##### LISTED ENTRIES
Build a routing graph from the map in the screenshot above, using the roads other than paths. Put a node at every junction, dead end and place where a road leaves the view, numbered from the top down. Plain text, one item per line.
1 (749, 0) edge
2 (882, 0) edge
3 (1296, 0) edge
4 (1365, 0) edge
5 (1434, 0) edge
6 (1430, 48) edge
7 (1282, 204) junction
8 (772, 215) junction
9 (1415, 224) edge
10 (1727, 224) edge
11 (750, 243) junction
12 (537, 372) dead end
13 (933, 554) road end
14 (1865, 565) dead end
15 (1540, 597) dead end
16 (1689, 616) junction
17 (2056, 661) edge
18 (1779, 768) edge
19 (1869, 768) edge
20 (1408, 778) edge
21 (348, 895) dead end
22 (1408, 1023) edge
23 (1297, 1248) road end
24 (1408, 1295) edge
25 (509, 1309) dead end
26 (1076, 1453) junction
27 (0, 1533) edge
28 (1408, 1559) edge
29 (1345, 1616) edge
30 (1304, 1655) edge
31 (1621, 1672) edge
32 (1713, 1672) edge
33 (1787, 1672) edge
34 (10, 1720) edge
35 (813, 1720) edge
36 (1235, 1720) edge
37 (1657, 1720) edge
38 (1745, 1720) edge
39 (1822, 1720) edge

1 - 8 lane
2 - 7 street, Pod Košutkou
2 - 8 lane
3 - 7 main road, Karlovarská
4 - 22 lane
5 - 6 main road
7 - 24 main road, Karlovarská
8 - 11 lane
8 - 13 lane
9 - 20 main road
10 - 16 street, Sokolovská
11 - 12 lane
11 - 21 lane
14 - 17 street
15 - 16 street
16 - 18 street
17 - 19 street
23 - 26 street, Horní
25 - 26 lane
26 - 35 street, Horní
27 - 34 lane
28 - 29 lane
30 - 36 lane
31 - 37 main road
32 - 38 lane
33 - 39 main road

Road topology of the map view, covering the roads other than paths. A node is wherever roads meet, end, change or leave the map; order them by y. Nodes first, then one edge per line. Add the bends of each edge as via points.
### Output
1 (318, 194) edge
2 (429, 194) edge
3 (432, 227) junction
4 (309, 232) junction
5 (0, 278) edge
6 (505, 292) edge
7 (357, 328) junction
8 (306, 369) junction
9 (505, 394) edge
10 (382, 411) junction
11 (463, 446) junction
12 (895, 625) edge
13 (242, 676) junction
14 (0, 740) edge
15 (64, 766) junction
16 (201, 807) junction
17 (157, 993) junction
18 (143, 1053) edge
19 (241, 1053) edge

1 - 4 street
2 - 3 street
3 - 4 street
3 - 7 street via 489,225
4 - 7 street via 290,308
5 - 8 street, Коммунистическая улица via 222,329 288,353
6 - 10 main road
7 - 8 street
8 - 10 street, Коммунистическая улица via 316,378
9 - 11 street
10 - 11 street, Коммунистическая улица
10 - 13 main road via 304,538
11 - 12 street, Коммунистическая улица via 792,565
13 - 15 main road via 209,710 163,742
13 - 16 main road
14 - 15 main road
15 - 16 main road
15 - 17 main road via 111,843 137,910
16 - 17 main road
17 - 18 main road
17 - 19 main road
##########
_WHAT YOU SHOULD DO_
Return all of the data above exactly, leaving out no line.

_YOUR RESPONSE_
Build a routing graph from the map in the screenshot above, using the roads other than paths. Put a node at every junction, dead end and place where a road leaves the view, numbered from the top down. Plain text, one item per line.
1 (749, 0) edge
2 (882, 0) edge
3 (1296, 0) edge
4 (1365, 0) edge
5 (1434, 0) edge
6 (1430, 48) edge
7 (1282, 204) junction
8 (772, 215) junction
9 (1415, 224) edge
10 (1727, 224) edge
11 (750, 243) junction
12 (537, 372) dead end
13 (933, 554) road end
14 (1865, 565) dead end
15 (1540, 597) dead end
16 (1689, 616) junction
17 (2056, 661) edge
18 (1779, 768) edge
19 (1869, 768) edge
20 (1408, 778) edge
21 (348, 895) dead end
22 (1408, 1023) edge
23 (1297, 1248) road end
24 (1408, 1295) edge
25 (509, 1309) dead end
26 (1076, 1453) junction
27 (0, 1533) edge
28 (1408, 1559) edge
29 (1345, 1616) edge
30 (1304, 1655) edge
31 (1621, 1672) edge
32 (1713, 1672) edge
33 (1787, 1672) edge
34 (10, 1720) edge
35 (813, 1720) edge
36 (1235, 1720) edge
37 (1657, 1720) edge
38 (1745, 1720) edge
39 (1822, 1720) edge

1 - 8 lane
2 - 7 street, Pod Košutkou
2 - 8 lane
3 - 7 main road, Karlovarská
4 - 22 lane
5 - 6 main road
7 - 24 main road, Karlovarská
8 - 11 lane
8 - 13 lane
9 - 20 main road
10 - 16 street, Sokolovská
11 - 12 lane
11 - 21 lane
14 - 17 street
15 - 16 street
16 - 18 street
17 - 19 street
23 - 26 street, Horní
25 - 26 lane
26 - 35 street, Horní
27 - 34 lane
28 - 29 lane
30 - 36 lane
31 - 37 main road
32 - 38 lane
33 - 39 main road

Road topology of the map view, covering the roads other than paths. A node is wherever roads meet, end, change or leave the map; order them by y. Nodes first, then one edge per line. Add the bends of each edge as via points.
### Output
1 (318, 194) edge
2 (429, 194) edge
3 (432, 227) junction
4 (309, 232) junction
5 (0, 278) edge
6 (505, 292) edge
7 (357, 328) junction
8 (306, 369) junction
9 (505, 394) edge
10 (382, 411) junction
11 (463, 446) junction
12 (895, 625) edge
13 (242, 676) junction
14 (0, 740) edge
15 (64, 766) junction
16 (201, 807) junction
17 (157, 993) junction
18 (143, 1053) edge
19 (241, 1053) edge

1 - 4 street
2 - 3 street
3 - 4 street
3 - 7 street via 489,225
4 - 7 street via 290,308
5 - 8 street, Коммунистическая улица via 222,329 288,353
6 - 10 main road
7 - 8 street
8 - 10 street, Коммунистическая улица via 316,378
9 - 11 street
10 - 11 street, Коммунистическая улица
10 - 13 main road via 304,538
11 - 12 street, Коммунистическая улица via 792,565
13 - 15 main road via 209,710 163,742
13 - 16 main road
14 - 15 main road
15 - 16 main road
15 - 17 main road via 111,843 137,910
16 - 17 main road
17 - 18 main road
17 - 19 main road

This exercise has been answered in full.